Sudo Login Problem using RSA Token Authentication

Hi,

When I issue the command:

Code:

sudo -l

I get

Code:

/usr/bin/su MrGreat

listed in the output.

But when I execute the following command:

Code:

bash-2.05$ sudo /usr/bin/su MrGreat

I get this error:

Code:

Sorry, user MrOrdinary is not allowed to execute '/usr/bin/su MrGreat' as root on lazyServer.

We have RSA Token authentication for login on the server. It works for my user ID and for other user IDs which are listed in the output given by sudo -l.

Any ideas?

System pertinent information you may need:

Code:

$uname -a

SunOS lazyServer 5.9 Generic_122300-48 sun4u sparc SUNW,Sun-Fire

$

Something is missing in your sudo rules. In your sudo -l display, I'm not seeing the run-as ID, which would have to contain "root" in order to allow you to do what you're trying to do.

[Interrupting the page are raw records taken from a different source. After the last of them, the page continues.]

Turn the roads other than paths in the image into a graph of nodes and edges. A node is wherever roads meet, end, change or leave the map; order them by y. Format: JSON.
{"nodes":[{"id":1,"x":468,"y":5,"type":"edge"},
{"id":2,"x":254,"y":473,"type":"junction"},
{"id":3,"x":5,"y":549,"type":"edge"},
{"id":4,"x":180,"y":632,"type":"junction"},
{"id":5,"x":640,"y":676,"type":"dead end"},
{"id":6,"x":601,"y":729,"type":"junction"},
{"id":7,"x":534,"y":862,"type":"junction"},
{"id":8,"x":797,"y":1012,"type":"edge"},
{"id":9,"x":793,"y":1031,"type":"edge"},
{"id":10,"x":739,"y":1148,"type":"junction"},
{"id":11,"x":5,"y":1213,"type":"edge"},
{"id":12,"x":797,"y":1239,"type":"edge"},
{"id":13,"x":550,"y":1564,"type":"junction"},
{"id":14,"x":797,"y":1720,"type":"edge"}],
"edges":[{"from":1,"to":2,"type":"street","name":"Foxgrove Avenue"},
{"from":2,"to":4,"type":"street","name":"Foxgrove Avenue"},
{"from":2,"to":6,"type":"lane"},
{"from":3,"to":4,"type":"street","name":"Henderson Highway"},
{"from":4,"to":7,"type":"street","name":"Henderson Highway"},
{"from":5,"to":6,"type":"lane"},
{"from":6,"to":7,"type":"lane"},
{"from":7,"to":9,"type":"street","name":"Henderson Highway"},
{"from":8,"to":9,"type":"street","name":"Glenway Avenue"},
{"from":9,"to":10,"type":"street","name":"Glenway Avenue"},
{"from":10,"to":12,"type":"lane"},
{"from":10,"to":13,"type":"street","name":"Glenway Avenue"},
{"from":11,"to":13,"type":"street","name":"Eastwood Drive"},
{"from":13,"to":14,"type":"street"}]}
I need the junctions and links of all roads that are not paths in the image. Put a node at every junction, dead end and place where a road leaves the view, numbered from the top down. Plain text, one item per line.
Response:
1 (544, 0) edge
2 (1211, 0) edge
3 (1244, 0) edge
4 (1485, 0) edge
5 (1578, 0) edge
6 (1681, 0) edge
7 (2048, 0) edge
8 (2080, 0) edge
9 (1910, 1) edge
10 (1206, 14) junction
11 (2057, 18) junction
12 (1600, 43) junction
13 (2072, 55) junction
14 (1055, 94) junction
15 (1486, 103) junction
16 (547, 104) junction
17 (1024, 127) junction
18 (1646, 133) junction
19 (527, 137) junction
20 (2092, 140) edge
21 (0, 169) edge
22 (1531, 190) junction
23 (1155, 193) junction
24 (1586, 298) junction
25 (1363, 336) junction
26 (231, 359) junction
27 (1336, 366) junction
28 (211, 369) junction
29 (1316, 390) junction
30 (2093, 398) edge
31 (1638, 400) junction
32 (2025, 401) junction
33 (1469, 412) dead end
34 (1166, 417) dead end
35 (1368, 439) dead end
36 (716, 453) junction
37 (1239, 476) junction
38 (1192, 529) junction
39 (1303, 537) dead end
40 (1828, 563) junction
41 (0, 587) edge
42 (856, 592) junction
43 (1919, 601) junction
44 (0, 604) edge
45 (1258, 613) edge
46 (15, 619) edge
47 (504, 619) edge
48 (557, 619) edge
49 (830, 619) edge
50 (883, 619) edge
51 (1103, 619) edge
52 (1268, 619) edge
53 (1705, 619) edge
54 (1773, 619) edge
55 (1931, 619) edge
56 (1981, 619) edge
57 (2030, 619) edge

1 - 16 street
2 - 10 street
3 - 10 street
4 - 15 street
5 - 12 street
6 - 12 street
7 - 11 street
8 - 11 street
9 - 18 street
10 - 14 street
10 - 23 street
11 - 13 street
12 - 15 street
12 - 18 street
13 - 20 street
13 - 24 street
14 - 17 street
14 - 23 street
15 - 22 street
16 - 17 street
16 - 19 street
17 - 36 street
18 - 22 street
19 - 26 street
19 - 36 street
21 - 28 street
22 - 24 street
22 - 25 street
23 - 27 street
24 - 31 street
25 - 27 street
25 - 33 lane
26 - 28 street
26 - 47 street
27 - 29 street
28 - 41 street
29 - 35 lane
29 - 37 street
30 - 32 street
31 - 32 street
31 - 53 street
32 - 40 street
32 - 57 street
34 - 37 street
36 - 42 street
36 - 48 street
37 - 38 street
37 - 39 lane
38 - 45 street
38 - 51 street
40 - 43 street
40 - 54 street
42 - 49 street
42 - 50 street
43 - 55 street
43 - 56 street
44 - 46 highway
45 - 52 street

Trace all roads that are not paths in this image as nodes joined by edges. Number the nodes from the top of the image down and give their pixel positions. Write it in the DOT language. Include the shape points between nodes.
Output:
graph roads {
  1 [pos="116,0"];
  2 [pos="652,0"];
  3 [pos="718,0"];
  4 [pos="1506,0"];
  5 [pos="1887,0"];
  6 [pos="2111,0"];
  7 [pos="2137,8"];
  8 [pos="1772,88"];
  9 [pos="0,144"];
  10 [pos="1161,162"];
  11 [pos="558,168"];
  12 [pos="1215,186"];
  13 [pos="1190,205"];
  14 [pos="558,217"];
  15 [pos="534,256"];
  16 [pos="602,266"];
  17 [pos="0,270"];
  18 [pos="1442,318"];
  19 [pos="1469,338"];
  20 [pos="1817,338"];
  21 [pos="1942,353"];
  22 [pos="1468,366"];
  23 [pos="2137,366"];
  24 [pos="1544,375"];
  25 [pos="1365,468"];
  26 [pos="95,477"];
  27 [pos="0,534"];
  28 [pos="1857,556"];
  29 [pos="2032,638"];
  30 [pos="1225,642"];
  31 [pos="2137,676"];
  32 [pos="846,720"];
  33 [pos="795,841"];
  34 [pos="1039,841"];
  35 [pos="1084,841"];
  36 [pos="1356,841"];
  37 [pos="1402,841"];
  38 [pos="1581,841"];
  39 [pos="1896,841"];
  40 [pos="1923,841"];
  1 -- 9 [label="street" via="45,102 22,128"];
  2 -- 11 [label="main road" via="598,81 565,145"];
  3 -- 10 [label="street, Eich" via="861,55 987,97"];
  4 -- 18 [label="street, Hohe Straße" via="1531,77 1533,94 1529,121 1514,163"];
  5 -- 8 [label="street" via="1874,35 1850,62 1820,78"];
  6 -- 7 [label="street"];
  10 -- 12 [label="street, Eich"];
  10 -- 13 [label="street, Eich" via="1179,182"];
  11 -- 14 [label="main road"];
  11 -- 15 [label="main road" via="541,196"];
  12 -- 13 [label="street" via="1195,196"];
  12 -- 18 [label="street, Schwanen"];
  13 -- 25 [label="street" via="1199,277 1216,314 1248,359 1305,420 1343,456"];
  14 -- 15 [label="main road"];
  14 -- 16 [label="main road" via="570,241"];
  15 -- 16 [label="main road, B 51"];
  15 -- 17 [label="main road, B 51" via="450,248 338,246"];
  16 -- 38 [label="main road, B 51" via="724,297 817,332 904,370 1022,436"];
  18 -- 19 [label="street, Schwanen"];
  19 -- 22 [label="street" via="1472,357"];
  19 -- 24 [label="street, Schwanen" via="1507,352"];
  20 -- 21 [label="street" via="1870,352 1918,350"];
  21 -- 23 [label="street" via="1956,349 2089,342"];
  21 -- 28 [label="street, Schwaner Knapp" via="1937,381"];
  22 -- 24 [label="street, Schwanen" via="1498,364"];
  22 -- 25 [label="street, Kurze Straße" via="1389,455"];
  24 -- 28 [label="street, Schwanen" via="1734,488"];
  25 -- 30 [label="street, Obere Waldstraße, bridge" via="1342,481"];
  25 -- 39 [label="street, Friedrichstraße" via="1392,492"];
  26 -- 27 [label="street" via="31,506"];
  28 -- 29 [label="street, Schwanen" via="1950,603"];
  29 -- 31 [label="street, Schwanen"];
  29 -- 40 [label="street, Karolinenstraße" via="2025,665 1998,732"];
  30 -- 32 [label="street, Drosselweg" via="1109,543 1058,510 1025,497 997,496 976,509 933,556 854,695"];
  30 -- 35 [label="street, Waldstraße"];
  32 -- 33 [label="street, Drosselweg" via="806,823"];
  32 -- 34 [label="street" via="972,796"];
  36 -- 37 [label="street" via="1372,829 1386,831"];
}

I'm having trouble figuring out why you'd want to use sudo and su at the same time, since one replaces the other. You could issue "sudo -u MrGreat bash" and accomplish the same thing. This way you're not granting any users authority to use root on anything. You just make the sudo rule like so:

Code:

%groupname ALL = (MrGreat) ALL

And then add all your users who need MrGreat authority to said group.